Les utriculaires (Utricularia spp.) constituent le groupe le plus diversifié de plantes carnivores avec environ 240 espèces connues dans le monde. Les espèces présentes dans l’AMNC du Lac-Supérieur, telles que l’utriculaire vulgaire (U. vulgaris), l’utriculaire mineure (U. minor) et l’utriculaire intermédiaire (U. intermedia), sont strictement aquatiques et flottent librement sur l’eau, à l’exception de l’utriculaire cornue (U. cornuta), qui est subaquatique ou terrestre. Bien qu’elles ne soient pas aussi flamboyantes que les autres plantes carnivores, les utriculaires compensent leur manque de charisme par leur rapidité. En fait, ce sont les prédateurs les plus rapides du règne végétal! Les pièges membraneux de leurs feuilles, qui ressemblent à des plumes, sont dotés de poils qui détectent les organismes aquatiques à proximité. Les proies sont alors aspirées à des forces 600 fois supérieures à la gravité, en moins d’une milliseconde!

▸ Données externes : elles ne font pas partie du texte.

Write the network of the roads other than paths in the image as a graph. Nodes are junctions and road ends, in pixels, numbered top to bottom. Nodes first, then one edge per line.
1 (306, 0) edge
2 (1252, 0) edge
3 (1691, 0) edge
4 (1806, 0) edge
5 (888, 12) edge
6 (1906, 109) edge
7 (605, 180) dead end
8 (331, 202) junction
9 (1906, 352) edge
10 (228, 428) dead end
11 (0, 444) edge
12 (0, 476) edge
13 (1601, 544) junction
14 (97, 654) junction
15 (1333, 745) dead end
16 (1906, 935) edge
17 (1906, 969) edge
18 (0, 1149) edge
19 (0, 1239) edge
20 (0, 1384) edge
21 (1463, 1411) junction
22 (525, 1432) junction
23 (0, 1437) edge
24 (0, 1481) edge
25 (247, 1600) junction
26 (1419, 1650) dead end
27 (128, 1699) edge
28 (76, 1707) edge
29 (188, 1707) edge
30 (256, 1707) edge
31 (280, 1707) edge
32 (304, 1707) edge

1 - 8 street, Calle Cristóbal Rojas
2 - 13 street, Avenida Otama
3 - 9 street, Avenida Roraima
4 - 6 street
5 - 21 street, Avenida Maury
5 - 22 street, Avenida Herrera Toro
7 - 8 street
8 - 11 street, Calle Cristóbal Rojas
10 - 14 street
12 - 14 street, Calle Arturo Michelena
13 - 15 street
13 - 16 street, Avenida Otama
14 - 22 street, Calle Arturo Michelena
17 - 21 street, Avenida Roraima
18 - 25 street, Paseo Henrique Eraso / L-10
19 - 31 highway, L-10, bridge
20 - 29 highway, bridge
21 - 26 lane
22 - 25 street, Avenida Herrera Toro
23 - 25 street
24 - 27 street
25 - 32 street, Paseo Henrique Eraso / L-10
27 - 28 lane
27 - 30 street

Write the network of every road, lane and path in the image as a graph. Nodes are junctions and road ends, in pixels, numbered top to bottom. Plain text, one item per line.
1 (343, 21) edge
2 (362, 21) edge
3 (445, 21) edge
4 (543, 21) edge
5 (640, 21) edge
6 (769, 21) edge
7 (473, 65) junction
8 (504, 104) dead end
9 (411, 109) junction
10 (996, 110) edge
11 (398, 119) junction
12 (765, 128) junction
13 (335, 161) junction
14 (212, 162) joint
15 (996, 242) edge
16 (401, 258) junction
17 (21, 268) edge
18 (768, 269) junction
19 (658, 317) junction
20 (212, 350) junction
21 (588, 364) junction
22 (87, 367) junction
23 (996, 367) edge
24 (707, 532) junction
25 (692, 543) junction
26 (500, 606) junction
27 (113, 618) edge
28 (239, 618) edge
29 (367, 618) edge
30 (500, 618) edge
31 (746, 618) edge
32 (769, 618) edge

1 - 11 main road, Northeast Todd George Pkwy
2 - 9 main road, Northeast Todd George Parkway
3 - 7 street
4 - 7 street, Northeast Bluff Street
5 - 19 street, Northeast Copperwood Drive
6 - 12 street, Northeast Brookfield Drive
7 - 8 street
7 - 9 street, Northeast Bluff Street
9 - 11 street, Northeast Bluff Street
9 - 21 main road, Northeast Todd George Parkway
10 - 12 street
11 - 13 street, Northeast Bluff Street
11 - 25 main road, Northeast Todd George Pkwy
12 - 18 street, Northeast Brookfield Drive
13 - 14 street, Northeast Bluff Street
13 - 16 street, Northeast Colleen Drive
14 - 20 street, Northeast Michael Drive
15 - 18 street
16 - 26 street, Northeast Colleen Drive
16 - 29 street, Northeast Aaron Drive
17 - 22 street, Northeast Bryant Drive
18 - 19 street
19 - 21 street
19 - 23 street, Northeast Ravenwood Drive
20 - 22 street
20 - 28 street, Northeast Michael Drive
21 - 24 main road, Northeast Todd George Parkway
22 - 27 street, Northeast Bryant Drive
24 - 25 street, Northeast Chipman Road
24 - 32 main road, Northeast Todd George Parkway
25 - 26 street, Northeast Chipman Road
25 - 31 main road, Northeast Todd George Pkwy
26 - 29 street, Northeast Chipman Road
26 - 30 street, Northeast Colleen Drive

Les plantes carnivores peuvent être particulièrement douées pour se débrouiller seules, mais des recherches laissent entendre qu’un quart de toutes les plantes carnivores dans le monde, y compris la célèbre dionée gobe-mouches, sont très vulnérables à l’extinction en raison des changements climatiques, de la perte ou de la dégradation de l’habitat, et du braconnage. Faites attention où vous mettez les pieds lorsque vous explorez l’AMNC du Lac-Supérieur, et n’hésitez pas à faire part de vos observations sur iNaturalist!